City attorneys, financial personnel, auditors, and managers also deserve scrutiny: they were raking in the generous benefits the council handed out. "There is personal financial gain. It's the oldest motivation in the world besides sex," says DeMaio. These bureaucrats should have raised red flags, but there is a mitigating factor, he concedes. "A manager is not to say 'no' to a majority on the council. If they do, they will be on the next bus out of town."
Mike Conger, the attorney who successfully sued the city over the pension scandal, blames both politicians and bureaucrats. In November of 2002, the council voted to continue the underfunding of the pension system. The city faced making a balloon payment of $500 million over the following two years. "The mayor [Dick Murphy] was trying to avoid financial Armageddon on his watch," says Conger. The councilmembers knew the balloon payment "might mean bankruptcy or dramatic cuts in services.

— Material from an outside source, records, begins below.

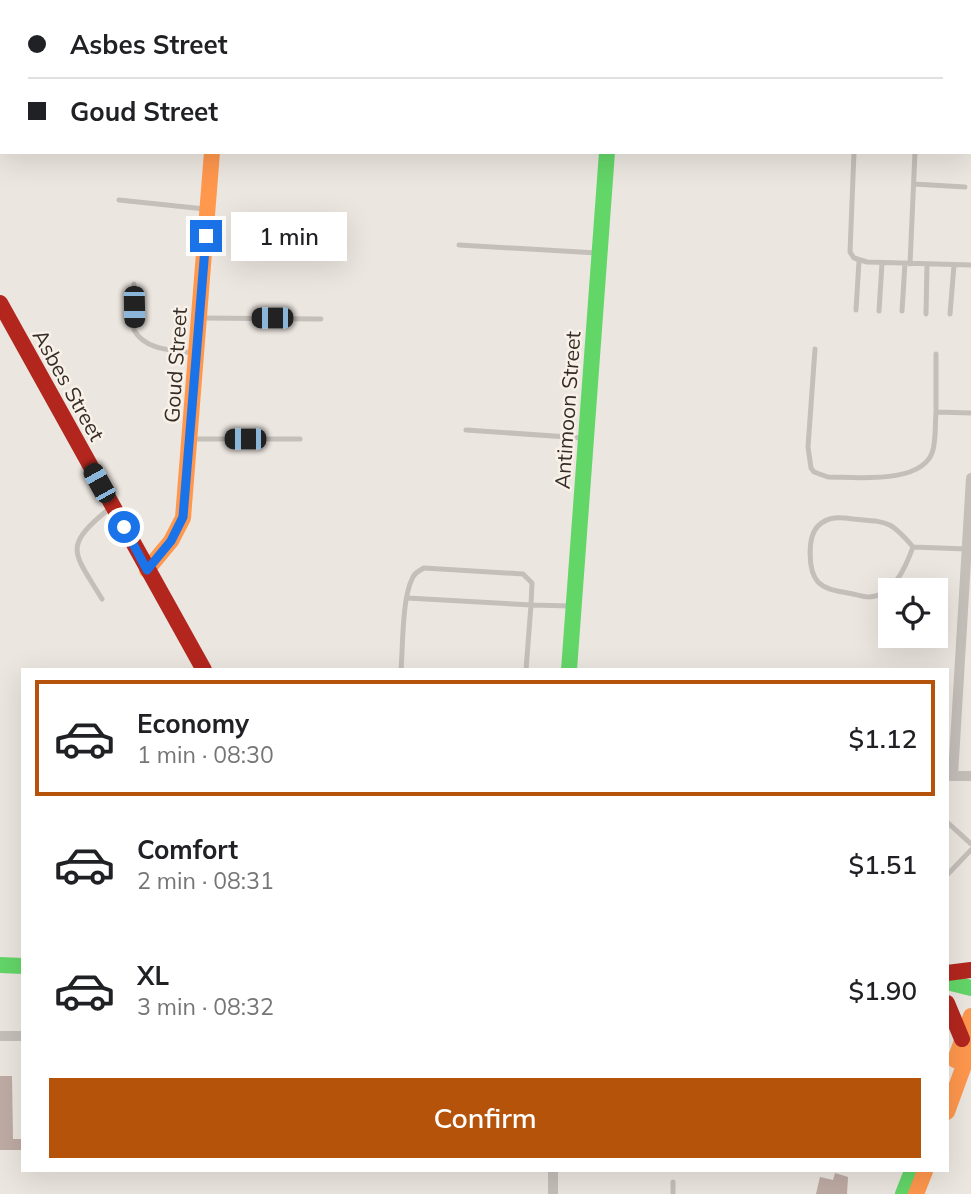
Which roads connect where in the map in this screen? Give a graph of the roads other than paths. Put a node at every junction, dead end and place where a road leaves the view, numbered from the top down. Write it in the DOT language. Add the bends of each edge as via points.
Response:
graph roads {
  1 [pos="212,154"];
  2 [pos="607,154"];
  3 [pos="854,154"];
  4 [pos="915,154"];
  5 [pos="914,184"];
  6 [pos="965,187"];
  7 [pos="119,200"];
  8 [pos="208,209"];
  9 [pos="459,245"];
  10 [pos="600,253"];
  11 [pos="859,261"];
  12 [pos="882,263"];
  13 [pos="907,264"];
  14 [pos="927,264"];
  15 [pos="954,265"];
  16 [pos="971,265"];
  17 [pos="134,284"];
  18 [pos="0,303"];
  19 [pos="856,310"];
  20 [pos="879,311"];
  21 [pos="902,311"];
  22 [pos="926,314"];
  23 [pos="950,314"];
  24 [pos="200,318"];
  25 [pos="321,318"];
  26 [pos="4,321"];
  27 [pos="815,349"];
  28 [pos="197,354"];
  29 [pos="936,354"];
  30 [pos="936,411"];
  31 [pos="971,413"];
  32 [pos="466,430"];
  33 [pos="586,438"];
  34 [pos="190,439"];
  35 [pos="300,439"];
  36 [pos="971,478"];
  37 [pos="112,506"];
  38 [pos="913,547"];
  39 [pos="966,549"];
  40 [pos="147,570"];
  41 [pos="407,598"];
  42 [pos="102,599"];
  43 [pos="531,605"];
  44 [pos="574,606"];
  45 [pos="203,668"];
  46 [pos="401,668"];
  47 [pos="526,668"];
  48 [pos="569,668"];
  49 [pos="950,776"];
  50 [pos="971,776"];
  51 [pos="949,824"];
  52 [pos="971,844"];
  53 [pos="971,850"];
  54 [pos="949,873"];
  55 [pos="0,965"];
  56 [pos="21,966"];
  57 [pos="971,970"];
  58 [pos="949,973"];
  59 [pos="949,982"];
  60 [pos="971,988"];
  61 [pos="949,1011"];
  62 [pos="971,1016"];
  63 [pos="0,1036"];
  64 [pos="21,1036"];
  65 [pos="959,1049"];
  66 [pos="949,1076"];
  67 [pos="949,1102"];
  68 [pos="553,1172"];
  69 [pos="912,1172"];
  70 [pos="925,1172"];
  71 [pos="673,1182"];
  72 [pos="553,1194"];
  73 [pos="673,1194"];
  74 [pos="903,1194"];
  75 [pos="916,1194"];
  1 -- 8 [label="street, Goud Street"];
  2 -- 10 [label="street, Antimoon Street"];
  3 -- 11 [label="lane" via="850,252"];
  4 -- 5 [label="lane"];
  5 -- 6 [label="lane"];
  5 -- 13 [label="lane"];
  7 -- 8 [label="lane"];
  8 -- 24 [label="street, Goud Street"];
  9 -- 10 [label="lane"];
  10 -- 33 [label="street, Antimoon Street"];
  11 -- 12 [label="lane"];
  11 -- 19 [label="lane"];
  12 -- 13 [label="lane"];
  12 -- 20 [label="lane"];
  13 -- 14 [label="lane"];
  13 -- 21 [label="lane"];
  14 -- 15 [label="lane"];
  14 -- 22 [label="lane"];
  15 -- 16 [label="lane"];
  15 -- 23 [label="lane"];
  17 -- 28 [label="lane" via="134,330 139,338 157,347"];
  18 -- 26 [label="street, Asbes Street"];
  24 -- 25 [label="lane"];
  24 -- 28 [label="street, Goud Street"];
  26 -- 37 [label="street, Asbes Street"];
  27 -- 30 [label="lane" via="808,447 811,468 821,475 894,476 914,471 933,452"];
  28 -- 34 [label="street, Goud Street"];
  29 -- 30 [label="lane"];
  30 -- 31 [label="lane"];
  32 -- 33 [label="lane"];
  33 -- 44 [label="street, Antimoon Street"];
  34 -- 35 [label="lane"];
  34 -- 40 [label="street, Goud Street" via="183,517 171,541"];
  36 -- 39 [label="street"];
  37 -- 40 [label="street, Asbes Street"];
  37 -- 42 [label="lane" via="89,525 76,548 77,558"];
  38 -- 38 [label="lane" via="902,574 871,597 831,590 811,571 815,531 835,517 888,523"];
  38 -- 39 [label="lane"];
  39 -- 49 [label="street"];
  40 -- 45 [label="street, Asbes Street"];
  41 -- 43 [label="lane"];
  41 -- 43 [label="lane" via="414,574 424,568 523,574 532,583"];
  41 -- 46 [label="lane"];
  43 -- 44 [label="lane"];
  43 -- 47 [label="lane"];
  44 -- 48 [label="street, Antimoon Street"];
  49 -- 50 [label="street"];
  51 -- 52 [label="lane"];
  53 -- 54 [label="lane"];
  55 -- 56 [label="street"];
  57 -- 58 [label="street"];
  59 -- 60 [label="street"];
  61 -- 65 [label="street"];
  62 -- 65 [label="street"];
  63 -- 64 [label="street"];
  65 -- 66 [label="street"];
  65 -- 67 [label="street"];
  68 -- 72 [label="street"];
  69 -- 74 [label="street"];
  70 -- 75 [label="street"];
  71 -- 73 [label="lane"];
}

By 2002, every member of that council knew the magnitude of that situation, so they were furiously covering it up." Only Donna Frye voted against the measure.
Says Conger, "The city manager, city auditor, city attorney had the additional motivation of knowing the balloon payment would alarm Wall Street." Also, they knew that the underfunding had not been revealed in bond prospectuses, and the city was vulnerable to fraud charges, he says. They were protecting their own rear ends.
Then there were the labor-union representatives who were on the pension board. They were granted large pension benefits in 2002, apparently as a quid pro quo for getting the pension board to go along with the council's November 2002 vote to extend the underfunding. Those union members must share the blame, and some may be held legally accountable, Conger says.
Frye blames the many officials who contribute to city government's "culture of secrecy." One example was the critical vote in November of 2002 being placed on the so-called consent agenda -- normally, quickie votes without discussion. "It's standard procedure -- putting critical issues on the consent agenda to discourage public discussion."
Who should have prohibited that? "The city attorney [Casey Gwinn] allowed that to go on the consent agenda," says Jim Gleason, who served 12 years on the city pension board, including two terms as president. Overall, "I do blame city management; they were the proactive people causing this to happen." (Gwinn would not comment.) But employees took gleeful advantage of the goodies they were offered. "They could purchase service credits for pennies on the dollar; guys with 15 years of service all of a sudden had 20. You contributed to the system at a lower salary, but you got your pension at the higher salary of your last year."
This mentality goes back years, says Gleason. In 1996, city manager Jack McGrory began the underfunding to finance the Republican convention. Also that year, the voters approved Proposition D, a measure that would fund healthcare benefits by skimming surpluses off portfolio earnings in good investment years. On the ballot argument, voters were assured that "it would save taxpayers between $5 million and $6 million a year," says Gleason. This strategy was a disaster because there are good years and bad ones, and skimming the cream off good ones guarantees poor long-term performance. The reports by the Pension Reform Committee and by city-hired Vinson & Elkins indicated this skimming was one of the major factors that got the city into trouble.
In 1996, then-city attorney John Witt refused to let his department rule on McGrory's underfunding proposal because it was an obvious conflict of interest, says Gleason.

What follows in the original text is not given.